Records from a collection
- Opening Delimiter -

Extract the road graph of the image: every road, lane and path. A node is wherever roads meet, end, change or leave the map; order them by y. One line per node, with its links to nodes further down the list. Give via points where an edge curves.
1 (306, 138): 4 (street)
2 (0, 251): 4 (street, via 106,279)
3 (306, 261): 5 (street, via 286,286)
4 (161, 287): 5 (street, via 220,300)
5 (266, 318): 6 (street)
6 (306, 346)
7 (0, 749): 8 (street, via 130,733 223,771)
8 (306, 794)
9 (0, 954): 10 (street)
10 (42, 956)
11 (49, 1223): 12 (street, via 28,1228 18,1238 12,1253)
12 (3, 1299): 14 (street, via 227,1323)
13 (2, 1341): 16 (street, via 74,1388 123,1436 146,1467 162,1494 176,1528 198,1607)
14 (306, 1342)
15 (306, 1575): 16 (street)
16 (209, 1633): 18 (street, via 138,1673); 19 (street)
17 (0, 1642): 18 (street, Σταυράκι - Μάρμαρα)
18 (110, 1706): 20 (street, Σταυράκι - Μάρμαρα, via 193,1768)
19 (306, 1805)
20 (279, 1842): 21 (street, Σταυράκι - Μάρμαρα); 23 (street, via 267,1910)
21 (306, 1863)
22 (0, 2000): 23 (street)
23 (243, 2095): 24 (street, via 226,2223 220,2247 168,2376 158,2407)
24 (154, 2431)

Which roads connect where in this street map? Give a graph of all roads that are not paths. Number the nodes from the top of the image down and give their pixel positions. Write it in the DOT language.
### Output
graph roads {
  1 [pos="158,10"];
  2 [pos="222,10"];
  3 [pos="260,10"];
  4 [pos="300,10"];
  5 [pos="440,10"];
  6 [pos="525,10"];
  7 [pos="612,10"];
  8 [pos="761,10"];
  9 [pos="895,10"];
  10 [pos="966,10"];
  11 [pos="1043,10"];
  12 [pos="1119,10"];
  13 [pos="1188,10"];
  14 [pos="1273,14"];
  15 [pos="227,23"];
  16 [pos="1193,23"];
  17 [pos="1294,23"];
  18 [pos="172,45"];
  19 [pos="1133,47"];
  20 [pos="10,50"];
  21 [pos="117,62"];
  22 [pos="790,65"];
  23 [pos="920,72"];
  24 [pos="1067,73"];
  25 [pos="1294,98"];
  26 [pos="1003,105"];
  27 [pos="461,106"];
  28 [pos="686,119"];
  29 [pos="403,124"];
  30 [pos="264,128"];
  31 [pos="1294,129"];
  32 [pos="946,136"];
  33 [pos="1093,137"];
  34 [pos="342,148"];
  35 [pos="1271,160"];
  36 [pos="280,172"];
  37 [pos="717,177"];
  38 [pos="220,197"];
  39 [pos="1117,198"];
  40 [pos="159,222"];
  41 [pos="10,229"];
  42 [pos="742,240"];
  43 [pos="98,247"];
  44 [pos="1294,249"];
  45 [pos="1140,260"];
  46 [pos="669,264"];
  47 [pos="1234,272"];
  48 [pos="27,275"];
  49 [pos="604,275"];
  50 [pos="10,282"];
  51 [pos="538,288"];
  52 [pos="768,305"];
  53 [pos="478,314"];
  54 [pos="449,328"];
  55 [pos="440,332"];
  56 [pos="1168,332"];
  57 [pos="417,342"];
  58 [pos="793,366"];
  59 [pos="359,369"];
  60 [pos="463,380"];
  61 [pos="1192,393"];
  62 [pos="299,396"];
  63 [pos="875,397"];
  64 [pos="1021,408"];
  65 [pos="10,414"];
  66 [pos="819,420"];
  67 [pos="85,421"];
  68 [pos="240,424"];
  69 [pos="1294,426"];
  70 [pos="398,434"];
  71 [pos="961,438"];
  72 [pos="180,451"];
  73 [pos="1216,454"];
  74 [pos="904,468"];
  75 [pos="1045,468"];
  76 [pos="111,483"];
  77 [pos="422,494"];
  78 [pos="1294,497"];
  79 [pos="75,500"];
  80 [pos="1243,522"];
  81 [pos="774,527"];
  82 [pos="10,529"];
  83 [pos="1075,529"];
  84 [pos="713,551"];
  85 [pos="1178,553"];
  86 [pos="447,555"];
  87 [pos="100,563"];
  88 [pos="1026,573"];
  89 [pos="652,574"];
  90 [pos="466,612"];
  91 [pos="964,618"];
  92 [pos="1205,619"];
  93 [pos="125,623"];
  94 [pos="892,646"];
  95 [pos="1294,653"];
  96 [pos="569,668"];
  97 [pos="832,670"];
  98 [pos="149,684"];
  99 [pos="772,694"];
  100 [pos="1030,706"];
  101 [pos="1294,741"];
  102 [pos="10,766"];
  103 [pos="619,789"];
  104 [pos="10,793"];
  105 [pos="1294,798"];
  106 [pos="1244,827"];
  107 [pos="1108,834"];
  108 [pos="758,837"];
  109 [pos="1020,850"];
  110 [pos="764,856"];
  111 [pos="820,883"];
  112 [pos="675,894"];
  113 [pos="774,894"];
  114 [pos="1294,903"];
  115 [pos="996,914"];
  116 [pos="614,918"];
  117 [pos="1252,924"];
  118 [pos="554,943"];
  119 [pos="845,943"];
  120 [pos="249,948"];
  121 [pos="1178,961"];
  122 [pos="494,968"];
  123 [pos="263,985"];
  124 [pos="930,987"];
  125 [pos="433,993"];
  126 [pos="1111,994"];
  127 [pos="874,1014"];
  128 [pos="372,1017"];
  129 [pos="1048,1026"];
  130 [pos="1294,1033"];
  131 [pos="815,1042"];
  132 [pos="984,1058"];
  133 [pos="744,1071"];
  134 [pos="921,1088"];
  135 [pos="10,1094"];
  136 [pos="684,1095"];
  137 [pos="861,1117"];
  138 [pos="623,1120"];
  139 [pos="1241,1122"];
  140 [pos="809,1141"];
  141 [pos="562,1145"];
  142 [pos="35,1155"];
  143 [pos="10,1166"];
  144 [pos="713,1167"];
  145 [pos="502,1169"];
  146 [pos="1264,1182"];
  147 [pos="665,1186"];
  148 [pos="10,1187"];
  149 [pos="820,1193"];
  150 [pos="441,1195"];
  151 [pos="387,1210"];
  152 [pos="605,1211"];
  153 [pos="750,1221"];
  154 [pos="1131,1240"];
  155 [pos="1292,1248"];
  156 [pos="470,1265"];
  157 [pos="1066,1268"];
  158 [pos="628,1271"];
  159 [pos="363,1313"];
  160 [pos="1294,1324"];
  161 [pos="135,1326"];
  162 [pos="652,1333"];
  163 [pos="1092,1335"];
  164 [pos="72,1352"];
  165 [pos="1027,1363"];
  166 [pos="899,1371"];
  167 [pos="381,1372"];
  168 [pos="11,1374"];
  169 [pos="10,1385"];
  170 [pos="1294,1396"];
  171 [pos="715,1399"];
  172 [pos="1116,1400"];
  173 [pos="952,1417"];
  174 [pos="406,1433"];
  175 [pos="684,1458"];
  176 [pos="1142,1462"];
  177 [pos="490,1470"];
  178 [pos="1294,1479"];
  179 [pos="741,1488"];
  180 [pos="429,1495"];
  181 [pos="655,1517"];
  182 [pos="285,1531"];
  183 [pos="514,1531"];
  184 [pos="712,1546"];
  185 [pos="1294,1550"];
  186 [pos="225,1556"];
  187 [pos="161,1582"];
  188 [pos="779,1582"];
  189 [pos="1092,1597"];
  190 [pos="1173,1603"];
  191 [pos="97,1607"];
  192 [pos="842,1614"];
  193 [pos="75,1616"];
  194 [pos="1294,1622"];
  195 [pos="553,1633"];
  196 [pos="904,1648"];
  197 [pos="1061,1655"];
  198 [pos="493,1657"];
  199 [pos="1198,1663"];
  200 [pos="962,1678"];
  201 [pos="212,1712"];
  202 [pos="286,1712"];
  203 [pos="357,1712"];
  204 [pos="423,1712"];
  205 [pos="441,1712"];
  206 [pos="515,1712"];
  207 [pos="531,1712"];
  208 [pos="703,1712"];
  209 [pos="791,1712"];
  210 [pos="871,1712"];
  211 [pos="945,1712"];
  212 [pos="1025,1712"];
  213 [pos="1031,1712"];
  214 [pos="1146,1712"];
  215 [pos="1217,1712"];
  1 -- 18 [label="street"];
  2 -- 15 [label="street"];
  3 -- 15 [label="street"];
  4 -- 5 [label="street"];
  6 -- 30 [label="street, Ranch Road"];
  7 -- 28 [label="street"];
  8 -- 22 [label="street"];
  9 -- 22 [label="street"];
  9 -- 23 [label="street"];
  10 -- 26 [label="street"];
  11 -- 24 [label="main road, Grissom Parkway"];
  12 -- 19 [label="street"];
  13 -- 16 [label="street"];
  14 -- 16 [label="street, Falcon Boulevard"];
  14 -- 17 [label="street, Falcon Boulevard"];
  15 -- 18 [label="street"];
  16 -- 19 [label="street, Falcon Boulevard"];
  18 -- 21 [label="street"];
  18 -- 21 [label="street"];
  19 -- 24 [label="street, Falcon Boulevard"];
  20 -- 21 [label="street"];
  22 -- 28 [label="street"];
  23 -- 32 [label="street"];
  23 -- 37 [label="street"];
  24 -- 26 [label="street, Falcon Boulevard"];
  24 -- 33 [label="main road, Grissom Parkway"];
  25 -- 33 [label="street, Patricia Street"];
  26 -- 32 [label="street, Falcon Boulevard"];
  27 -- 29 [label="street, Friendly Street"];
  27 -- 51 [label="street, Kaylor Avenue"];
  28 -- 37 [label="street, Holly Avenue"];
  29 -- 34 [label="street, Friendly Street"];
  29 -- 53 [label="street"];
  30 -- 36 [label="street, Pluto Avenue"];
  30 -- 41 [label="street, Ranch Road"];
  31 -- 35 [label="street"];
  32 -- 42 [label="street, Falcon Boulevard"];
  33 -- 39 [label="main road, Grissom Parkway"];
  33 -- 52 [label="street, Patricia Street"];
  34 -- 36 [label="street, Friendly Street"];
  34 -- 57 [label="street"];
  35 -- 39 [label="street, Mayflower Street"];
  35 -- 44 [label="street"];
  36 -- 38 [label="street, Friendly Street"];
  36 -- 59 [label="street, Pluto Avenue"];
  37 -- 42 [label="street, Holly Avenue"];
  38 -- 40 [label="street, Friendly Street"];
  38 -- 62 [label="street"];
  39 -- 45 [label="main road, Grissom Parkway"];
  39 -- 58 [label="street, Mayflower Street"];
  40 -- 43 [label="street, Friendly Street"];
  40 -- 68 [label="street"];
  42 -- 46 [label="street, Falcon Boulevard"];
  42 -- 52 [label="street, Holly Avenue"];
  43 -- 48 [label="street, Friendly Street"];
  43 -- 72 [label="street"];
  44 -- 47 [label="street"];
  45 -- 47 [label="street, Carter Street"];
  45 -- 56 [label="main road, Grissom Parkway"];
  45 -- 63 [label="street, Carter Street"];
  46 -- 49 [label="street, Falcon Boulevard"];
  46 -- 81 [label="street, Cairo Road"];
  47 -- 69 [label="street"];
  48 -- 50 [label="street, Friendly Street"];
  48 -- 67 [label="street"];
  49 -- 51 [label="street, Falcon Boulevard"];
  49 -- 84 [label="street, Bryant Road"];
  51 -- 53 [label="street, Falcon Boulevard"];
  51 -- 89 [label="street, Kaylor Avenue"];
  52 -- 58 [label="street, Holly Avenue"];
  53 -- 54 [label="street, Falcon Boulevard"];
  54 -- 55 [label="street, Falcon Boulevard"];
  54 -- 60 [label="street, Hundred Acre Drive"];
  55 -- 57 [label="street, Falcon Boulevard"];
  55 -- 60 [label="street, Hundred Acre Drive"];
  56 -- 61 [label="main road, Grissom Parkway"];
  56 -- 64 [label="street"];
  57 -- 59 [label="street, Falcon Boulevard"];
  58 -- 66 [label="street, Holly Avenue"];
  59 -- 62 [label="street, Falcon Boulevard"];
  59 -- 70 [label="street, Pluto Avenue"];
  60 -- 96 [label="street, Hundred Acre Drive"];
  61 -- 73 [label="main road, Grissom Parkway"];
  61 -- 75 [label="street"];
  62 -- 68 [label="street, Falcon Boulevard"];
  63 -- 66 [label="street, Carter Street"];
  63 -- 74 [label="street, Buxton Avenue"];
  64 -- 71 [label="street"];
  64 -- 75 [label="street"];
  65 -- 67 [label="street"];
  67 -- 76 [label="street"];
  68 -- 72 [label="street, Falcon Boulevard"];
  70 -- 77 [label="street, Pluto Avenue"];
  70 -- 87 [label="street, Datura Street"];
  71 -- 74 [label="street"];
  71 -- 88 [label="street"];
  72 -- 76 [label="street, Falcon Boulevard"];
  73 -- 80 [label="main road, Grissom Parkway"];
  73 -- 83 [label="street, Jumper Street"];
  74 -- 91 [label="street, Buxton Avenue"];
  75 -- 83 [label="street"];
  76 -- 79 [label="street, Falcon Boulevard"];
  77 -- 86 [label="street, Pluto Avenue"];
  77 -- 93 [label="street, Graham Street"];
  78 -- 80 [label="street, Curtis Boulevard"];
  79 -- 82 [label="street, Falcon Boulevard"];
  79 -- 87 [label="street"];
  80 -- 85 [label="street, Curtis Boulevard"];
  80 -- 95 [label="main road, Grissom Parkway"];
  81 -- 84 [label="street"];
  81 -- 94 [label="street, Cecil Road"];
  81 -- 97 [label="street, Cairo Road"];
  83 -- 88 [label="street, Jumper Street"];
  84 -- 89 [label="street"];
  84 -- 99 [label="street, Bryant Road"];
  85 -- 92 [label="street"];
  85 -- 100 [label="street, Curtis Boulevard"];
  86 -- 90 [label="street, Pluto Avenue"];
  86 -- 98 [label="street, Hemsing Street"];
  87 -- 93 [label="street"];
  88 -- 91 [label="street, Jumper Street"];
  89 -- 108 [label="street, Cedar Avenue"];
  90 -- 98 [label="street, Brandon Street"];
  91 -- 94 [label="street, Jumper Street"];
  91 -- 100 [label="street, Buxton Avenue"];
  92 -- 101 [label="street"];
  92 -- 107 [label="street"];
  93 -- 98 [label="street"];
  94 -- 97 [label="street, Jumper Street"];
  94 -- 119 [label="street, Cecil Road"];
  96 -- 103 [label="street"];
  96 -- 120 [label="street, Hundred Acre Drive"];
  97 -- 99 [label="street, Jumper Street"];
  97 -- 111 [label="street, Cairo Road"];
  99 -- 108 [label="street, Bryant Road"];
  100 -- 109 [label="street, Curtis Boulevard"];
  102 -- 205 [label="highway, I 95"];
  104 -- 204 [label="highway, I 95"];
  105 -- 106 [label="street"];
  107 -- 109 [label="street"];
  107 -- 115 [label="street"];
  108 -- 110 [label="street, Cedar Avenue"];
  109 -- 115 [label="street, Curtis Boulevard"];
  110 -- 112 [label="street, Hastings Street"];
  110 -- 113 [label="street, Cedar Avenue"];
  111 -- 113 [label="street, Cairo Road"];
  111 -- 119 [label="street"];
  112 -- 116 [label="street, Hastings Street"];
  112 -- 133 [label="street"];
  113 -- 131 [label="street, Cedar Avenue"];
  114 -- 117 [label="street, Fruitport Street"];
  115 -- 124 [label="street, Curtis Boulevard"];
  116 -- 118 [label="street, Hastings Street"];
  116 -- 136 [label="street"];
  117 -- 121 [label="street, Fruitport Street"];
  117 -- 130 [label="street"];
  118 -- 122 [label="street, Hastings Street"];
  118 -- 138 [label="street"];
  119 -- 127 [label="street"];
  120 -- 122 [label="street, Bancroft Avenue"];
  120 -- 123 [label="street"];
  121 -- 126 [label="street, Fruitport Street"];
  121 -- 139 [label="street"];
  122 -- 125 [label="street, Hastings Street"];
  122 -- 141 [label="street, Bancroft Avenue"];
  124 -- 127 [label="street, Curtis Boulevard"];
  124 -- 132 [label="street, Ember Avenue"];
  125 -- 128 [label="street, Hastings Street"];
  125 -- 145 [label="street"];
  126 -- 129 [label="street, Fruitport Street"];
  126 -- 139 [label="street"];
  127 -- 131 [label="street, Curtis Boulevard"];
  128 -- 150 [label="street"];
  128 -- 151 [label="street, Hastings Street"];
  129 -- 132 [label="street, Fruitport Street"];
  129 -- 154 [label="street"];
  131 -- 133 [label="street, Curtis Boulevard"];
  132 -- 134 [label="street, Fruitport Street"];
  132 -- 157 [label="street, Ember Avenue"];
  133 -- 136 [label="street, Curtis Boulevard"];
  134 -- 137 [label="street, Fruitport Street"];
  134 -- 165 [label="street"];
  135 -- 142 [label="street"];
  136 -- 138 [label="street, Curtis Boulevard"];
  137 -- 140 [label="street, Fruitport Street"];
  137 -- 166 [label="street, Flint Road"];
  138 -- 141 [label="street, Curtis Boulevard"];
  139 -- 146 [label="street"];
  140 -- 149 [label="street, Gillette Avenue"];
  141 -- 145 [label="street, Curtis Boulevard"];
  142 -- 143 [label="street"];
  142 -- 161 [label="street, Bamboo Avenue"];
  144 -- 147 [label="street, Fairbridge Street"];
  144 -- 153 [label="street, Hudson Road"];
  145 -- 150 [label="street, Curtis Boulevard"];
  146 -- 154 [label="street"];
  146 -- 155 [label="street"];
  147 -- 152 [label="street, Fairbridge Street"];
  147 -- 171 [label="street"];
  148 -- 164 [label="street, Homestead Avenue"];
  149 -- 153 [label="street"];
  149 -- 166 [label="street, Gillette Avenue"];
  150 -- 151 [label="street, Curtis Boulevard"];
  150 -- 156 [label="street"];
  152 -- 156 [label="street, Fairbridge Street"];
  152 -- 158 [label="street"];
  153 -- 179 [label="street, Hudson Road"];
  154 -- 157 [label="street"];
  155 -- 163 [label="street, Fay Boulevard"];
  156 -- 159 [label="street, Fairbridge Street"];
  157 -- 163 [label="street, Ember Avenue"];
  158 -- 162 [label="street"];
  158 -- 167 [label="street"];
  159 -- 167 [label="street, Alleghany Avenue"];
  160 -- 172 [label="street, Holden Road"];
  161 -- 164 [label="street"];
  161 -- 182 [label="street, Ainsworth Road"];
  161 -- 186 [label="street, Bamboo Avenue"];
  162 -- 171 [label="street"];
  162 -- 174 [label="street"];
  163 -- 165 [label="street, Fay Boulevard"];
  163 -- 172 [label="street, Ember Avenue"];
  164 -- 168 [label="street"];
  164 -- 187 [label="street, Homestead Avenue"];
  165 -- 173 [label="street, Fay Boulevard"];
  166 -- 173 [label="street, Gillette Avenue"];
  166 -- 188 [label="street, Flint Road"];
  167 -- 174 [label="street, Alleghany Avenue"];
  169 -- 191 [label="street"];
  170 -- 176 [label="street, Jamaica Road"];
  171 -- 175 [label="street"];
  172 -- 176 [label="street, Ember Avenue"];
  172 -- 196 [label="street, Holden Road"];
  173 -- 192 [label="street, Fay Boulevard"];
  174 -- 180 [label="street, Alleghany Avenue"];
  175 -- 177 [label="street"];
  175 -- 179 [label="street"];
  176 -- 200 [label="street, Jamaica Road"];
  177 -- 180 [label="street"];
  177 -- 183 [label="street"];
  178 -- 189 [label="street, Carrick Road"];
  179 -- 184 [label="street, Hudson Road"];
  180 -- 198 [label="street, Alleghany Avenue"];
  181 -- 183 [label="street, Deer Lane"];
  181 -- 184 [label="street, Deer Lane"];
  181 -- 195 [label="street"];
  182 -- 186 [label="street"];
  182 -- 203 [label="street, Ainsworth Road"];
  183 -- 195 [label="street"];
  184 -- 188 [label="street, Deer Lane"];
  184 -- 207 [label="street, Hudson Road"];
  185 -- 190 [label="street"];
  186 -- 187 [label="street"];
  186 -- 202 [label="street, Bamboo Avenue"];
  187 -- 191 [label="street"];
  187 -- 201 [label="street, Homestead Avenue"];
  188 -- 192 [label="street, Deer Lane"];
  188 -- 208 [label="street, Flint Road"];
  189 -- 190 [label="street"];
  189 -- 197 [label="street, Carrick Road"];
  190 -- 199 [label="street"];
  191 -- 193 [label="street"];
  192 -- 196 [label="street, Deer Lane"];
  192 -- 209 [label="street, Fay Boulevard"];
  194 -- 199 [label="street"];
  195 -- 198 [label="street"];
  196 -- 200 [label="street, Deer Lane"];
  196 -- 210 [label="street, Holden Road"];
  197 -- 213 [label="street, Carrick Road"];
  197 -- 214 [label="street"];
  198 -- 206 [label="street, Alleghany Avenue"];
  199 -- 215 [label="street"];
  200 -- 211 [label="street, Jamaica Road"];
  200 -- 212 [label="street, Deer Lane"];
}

- Closing Delimiter -

■ Activity: Please give back only the lines between the first line of the entries and the line with "Which roads connect", both ends included, word for word.

■ Output:
Extract the road graph of the image: every road, lane and path. A node is wherever roads meet, end, change or leave the map; order them by y. One line per node, with its links to nodes further down the list. Give via points where an edge curves.
1 (306, 138): 4 (street)
2 (0, 251): 4 (street, via 106,279)
3 (306, 261): 5 (street, via 286,286)
4 (161, 287): 5 (street, via 220,300)
5 (266, 318): 6 (street)
6 (306, 346)
7 (0, 749): 8 (street, via 130,733 223,771)
8 (306, 794)
9 (0, 954): 10 (street)
10 (42, 956)
11 (49, 1223): 12 (street, via 28,1228 18,1238 12,1253)
12 (3, 1299): 14 (street, via 227,1323)
13 (2, 1341): 16 (street, via 74,1388 123,1436 146,1467 162,1494 176,1528 198,1607)
14 (306, 1342)
15 (306, 1575): 16 (street)
16 (209, 1633): 18 (street, via 138,1673); 19 (street)
17 (0, 1642): 18 (street, Σταυράκι - Μάρμαρα)
18 (110, 1706): 20 (street, Σταυράκι - Μάρμαρα, via 193,1768)
19 (306, 1805)
20 (279, 1842): 21 (street, Σταυράκι - Μάρμαρα); 23 (street, via 267,1910)
21 (306, 1863)
22 (0, 2000): 23 (street)
23 (243, 2095): 24 (street, via 226,2223 220,2247 168,2376 158,2407)
24 (154, 2431)

Which roads connect where in this street map? Give a graph of all roads that are not paths. Number the nodes from the top of the image down and give their pixel positions. Write it in the DOT language.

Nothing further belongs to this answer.